** Opening Records for processing block **

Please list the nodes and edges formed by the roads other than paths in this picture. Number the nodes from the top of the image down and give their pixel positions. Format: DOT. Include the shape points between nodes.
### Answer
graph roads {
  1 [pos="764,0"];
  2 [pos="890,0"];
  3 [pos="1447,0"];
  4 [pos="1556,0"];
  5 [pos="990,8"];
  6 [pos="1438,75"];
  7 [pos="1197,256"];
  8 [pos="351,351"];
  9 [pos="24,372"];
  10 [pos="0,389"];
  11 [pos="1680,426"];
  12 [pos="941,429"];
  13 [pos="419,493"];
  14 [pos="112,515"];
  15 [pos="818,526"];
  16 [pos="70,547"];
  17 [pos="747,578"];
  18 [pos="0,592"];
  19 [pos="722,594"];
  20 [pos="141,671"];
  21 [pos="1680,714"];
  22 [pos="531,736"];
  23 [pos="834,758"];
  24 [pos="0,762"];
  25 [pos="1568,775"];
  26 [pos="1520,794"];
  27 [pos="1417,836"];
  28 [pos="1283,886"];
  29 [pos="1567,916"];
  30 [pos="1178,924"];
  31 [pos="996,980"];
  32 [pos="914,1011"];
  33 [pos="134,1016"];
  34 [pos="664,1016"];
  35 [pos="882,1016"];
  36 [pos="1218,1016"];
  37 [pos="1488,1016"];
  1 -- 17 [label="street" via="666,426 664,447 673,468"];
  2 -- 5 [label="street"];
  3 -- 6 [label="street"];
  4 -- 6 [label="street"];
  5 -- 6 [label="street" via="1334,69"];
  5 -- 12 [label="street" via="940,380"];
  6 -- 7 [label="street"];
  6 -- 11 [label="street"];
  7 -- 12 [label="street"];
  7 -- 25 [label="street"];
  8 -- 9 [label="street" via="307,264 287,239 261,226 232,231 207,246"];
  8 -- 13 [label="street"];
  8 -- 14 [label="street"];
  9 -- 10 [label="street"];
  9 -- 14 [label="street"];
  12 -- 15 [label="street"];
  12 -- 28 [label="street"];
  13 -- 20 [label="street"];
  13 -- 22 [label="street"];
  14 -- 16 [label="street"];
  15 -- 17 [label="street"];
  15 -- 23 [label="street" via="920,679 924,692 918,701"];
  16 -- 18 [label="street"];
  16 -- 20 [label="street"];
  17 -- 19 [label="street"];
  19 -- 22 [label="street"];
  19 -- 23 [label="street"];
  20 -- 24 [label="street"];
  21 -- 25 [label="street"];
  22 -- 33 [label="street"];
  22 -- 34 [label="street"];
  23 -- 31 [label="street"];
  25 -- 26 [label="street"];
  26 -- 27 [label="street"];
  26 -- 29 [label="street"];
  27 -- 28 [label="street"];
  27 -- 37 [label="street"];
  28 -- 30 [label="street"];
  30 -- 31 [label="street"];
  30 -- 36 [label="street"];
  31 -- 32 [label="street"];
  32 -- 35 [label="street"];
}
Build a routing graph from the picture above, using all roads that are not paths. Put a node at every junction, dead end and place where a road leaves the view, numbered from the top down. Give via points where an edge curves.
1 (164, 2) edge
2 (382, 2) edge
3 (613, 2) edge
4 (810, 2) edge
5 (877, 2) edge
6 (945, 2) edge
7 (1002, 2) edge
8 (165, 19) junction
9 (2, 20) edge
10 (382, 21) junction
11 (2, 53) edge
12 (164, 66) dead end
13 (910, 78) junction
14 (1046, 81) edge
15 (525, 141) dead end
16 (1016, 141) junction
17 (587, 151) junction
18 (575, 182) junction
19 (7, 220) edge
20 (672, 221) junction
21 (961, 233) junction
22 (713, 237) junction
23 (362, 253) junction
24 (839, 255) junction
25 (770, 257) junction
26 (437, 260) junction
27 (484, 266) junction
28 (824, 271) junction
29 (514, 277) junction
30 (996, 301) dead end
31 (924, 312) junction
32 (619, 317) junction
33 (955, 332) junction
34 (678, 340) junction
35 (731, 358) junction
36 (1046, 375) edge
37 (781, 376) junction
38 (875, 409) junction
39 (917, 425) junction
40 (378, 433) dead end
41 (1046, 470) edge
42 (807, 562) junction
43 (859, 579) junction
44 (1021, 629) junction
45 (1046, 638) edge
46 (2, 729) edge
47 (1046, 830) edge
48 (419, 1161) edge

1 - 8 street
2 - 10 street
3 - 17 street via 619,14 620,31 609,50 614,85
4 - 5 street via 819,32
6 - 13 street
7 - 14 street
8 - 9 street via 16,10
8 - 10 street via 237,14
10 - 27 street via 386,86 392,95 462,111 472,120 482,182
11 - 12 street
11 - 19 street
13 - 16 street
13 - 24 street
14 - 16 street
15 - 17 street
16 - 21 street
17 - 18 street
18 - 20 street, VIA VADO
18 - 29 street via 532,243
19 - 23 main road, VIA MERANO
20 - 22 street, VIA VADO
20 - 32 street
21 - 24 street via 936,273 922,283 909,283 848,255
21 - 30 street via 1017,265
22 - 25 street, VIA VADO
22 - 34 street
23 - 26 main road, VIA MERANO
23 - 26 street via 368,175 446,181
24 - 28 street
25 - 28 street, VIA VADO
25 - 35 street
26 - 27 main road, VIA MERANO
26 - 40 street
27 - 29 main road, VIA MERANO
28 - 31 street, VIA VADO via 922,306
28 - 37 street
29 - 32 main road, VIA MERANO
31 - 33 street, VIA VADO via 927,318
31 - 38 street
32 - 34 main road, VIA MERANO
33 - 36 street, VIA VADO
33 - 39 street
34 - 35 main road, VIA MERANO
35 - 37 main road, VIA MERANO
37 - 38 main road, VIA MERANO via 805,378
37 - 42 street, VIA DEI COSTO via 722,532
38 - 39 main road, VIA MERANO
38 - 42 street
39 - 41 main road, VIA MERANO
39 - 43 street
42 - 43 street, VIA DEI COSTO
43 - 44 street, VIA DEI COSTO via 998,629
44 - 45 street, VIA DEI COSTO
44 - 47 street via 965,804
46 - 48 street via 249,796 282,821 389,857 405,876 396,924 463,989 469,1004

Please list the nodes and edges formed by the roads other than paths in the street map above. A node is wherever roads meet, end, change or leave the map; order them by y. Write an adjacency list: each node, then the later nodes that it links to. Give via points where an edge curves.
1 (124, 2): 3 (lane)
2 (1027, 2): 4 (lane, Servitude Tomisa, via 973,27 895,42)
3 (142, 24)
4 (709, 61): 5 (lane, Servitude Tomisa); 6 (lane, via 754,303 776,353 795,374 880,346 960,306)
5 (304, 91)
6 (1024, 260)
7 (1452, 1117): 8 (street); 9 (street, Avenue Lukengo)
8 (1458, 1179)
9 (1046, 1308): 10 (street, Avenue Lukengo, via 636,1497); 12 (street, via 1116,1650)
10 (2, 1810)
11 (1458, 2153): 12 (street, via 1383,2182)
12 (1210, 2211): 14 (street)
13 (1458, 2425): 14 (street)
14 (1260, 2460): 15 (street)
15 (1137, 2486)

** Closing Records for processing block **

◆ What you are asked to do ◆
The records above need copying again. Keep each word as it is.

◆ Answer to this task ◆
Please list the nodes and edges formed by the roads other than paths in this picture. Number the nodes from the top of the image down and give their pixel positions. Format: DOT. Include the shape points between nodes.
### Answer
graph roads {
  1 [pos="764,0"];
  2 [pos="890,0"];
  3 [pos="1447,0"];
  4 [pos="1556,0"];
  5 [pos="990,8"];
  6 [pos="1438,75"];
  7 [pos="1197,256"];
  8 [pos="351,351"];
  9 [pos="24,372"];
  10 [pos="0,389"];
  11 [pos="1680,426"];
  12 [pos="941,429"];
  13 [pos="419,493"];
  14 [pos="112,515"];
  15 [pos="818,526"];
  16 [pos="70,547"];
  17 [pos="747,578"];
  18 [pos="0,592"];
  19 [pos="722,594"];
  20 [pos="141,671"];
  21 [pos="1680,714"];
  22 [pos="531,736"];
  23 [pos="834,758"];
  24 [pos="0,762"];
  25 [pos="1568,775"];
  26 [pos="1520,794"];
  27 [pos="1417,836"];
  28 [pos="1283,886"];
  29 [pos="1567,916"];
  30 [pos="1178,924"];
  31 [pos="996,980"];
  32 [pos="914,1011"];
  33 [pos="134,1016"];
  34 [pos="664,1016"];
  35 [pos="882,1016"];
  36 [pos="1218,1016"];
  37 [pos="1488,1016"];
  1 -- 17 [label="street" via="666,426 664,447 673,468"];
  2 -- 5 [label="street"];
  3 -- 6 [label="street"];
  4 -- 6 [label="street"];
  5 -- 6 [label="street" via="1334,69"];
  5 -- 12 [label="street" via="940,380"];
  6 -- 7 [label="street"];
  6 -- 11 [label="street"];
  7 -- 12 [label="street"];
  7 -- 25 [label="street"];
  8 -- 9 [label="street" via="307,264 287,239 261,226 232,231 207,246"];
  8 -- 13 [label="street"];
  8 -- 14 [label="street"];
  9 -- 10 [label="street"];
  9 -- 14 [label="street"];
  12 -- 15 [label="street"];
  12 -- 28 [label="street"];
  13 -- 20 [label="street"];
  13 -- 22 [label="street"];
  14 -- 16 [label="street"];
  15 -- 17 [label="street"];
  15 -- 23 [label="street" via="920,679 924,692 918,701"];
  16 -- 18 [label="street"];
  16 -- 20 [label="street"];
  17 -- 19 [label="street"];
  19 -- 22 [label="street"];
  19 -- 23 [label="street"];
  20 -- 24 [label="street"];
  21 -- 25 [label="street"];
  22 -- 33 [label="street"];
  22 -- 34 [label="street"];
  23 -- 31 [label="street"];
  25 -- 26 [label="street"];
  26 -- 27 [label="street"];
  26 -- 29 [label="street"];
  27 -- 28 [label="street"];
  27 -- 37 [label="street"];
  28 -- 30 [label="street"];
  30 -- 31 [label="street"];
  30 -- 36 [label="street"];
  31 -- 32 [label="street"];
  32 -- 35 [label="street"];
}
Build a routing graph from the picture above, using all roads that are not paths. Put a node at every junction, dead end and place where a road leaves the view, numbered from the top down. Give via points where an edge curves.
1 (164, 2) edge
2 (382, 2) edge
3 (613, 2) edge
4 (810, 2) edge
5 (877, 2) edge
6 (945, 2) edge
7 (1002, 2) edge
8 (165, 19) junction
9 (2, 20) edge
10 (382, 21) junction
11 (2, 53) edge
12 (164, 66) dead end
13 (910, 78) junction
14 (1046, 81) edge
15 (525, 141) dead end
16 (1016, 141) junction
17 (587, 151) junction
18 (575, 182) junction
19 (7, 220) edge
20 (672, 221) junction
21 (961, 233) junction
22 (713, 237) junction
23 (362, 253) junction
24 (839, 255) junction
25 (770, 257) junction
26 (437, 260) junction
27 (484, 266) junction
28 (824, 271) junction
29 (514, 277) junction
30 (996, 301) dead end
31 (924, 312) junction
32 (619, 317) junction
33 (955, 332) junction
34 (678, 340) junction
35 (731, 358) junction
36 (1046, 375) edge
37 (781, 376) junction
38 (875, 409) junction
39 (917, 425) junction
40 (378, 433) dead end
41 (1046, 470) edge
42 (807, 562) junction
43 (859, 579) junction
44 (1021, 629) junction
45 (1046, 638) edge
46 (2, 729) edge
47 (1046, 830) edge
48 (419, 1161) edge

1 - 8 street
2 - 10 street
3 - 17 street via 619,14 620,31 609,50 614,85
4 - 5 street via 819,32
6 - 13 street
7 - 14 street
8 - 9 street via 16,10
8 - 10 street via 237,14
10 - 27 street via 386,86 392,95 462,111 472,120 482,182
11 - 12 street
11 - 19 street
13 - 16 street
13 - 24 street
14 - 16 street
15 - 17 street
16 - 21 street
17 - 18 street
18 - 20 street, VIA VADO
18 - 29 street via 532,243
19 - 23 main road, VIA MERANO
20 - 22 street, VIA VADO
20 - 32 street
21 - 24 street via 936,273 922,283 909,283 848,255
21 - 30 street via 1017,265
22 - 25 street, VIA VADO
22 - 34 street
23 - 26 main road, VIA MERANO
23 - 26 street via 368,175 446,181
24 - 28 street
25 - 28 street, VIA VADO
25 - 35 street
26 - 27 main road, VIA MERANO
26 - 40 street
27 - 29 main road, VIA MERANO
28 - 31 street, VIA VADO via 922,306
28 - 37 street
29 - 32 main road, VIA MERANO
31 - 33 street, VIA VADO via 927,318
31 - 38 street
32 - 34 main road, VIA MERANO
33 - 36 street, VIA VADO
33 - 39 street
34 - 35 main road, VIA MERANO
35 - 37 main road, VIA MERANO
37 - 38 main road, VIA MERANO via 805,378
37 - 42 street, VIA DEI COSTO via 722,532
38 - 39 main road, VIA MERANO
38 - 42 street
39 - 41 main road, VIA MERANO
39 - 43 street
42 - 43 street, VIA DEI COSTO
43 - 44 street, VIA DEI COSTO via 998,629
44 - 45 street, VIA DEI COSTO
44 - 47 street via 965,804
46 - 48 street via 249,796 282,821 389,857 405,876 396,924 463,989 469,1004

Please list the nodes and edges formed by the roads other than paths in the street map above. A node is wherever roads meet, end, change or leave the map; order them by y. Write an adjacency list: each node, then the later nodes that it links to. Give via points where an edge curves.
1 (124, 2): 3 (lane)
2 (1027, 2): 4 (lane, Servitude Tomisa, via 973,27 895,42)
3 (142, 24)
4 (709, 61): 5 (lane, Servitude Tomisa); 6 (lane, via 754,303 776,353 795,374 880,346 960,306)
5 (304, 91)
6 (1024, 260)
7 (1452, 1117): 8 (street); 9 (street, Avenue Lukengo)
8 (1458, 1179)
9 (1046, 1308): 10 (street, Avenue Lukengo, via 636,1497); 12 (street, via 1116,1650)
10 (2, 1810)
11 (1458, 2153): 12 (street, via 1383,2182)
12 (1210, 2211): 14 (street)
13 (1458, 2425): 14 (street)
14 (1260, 2460): 15 (street)
15 (1137, 2486)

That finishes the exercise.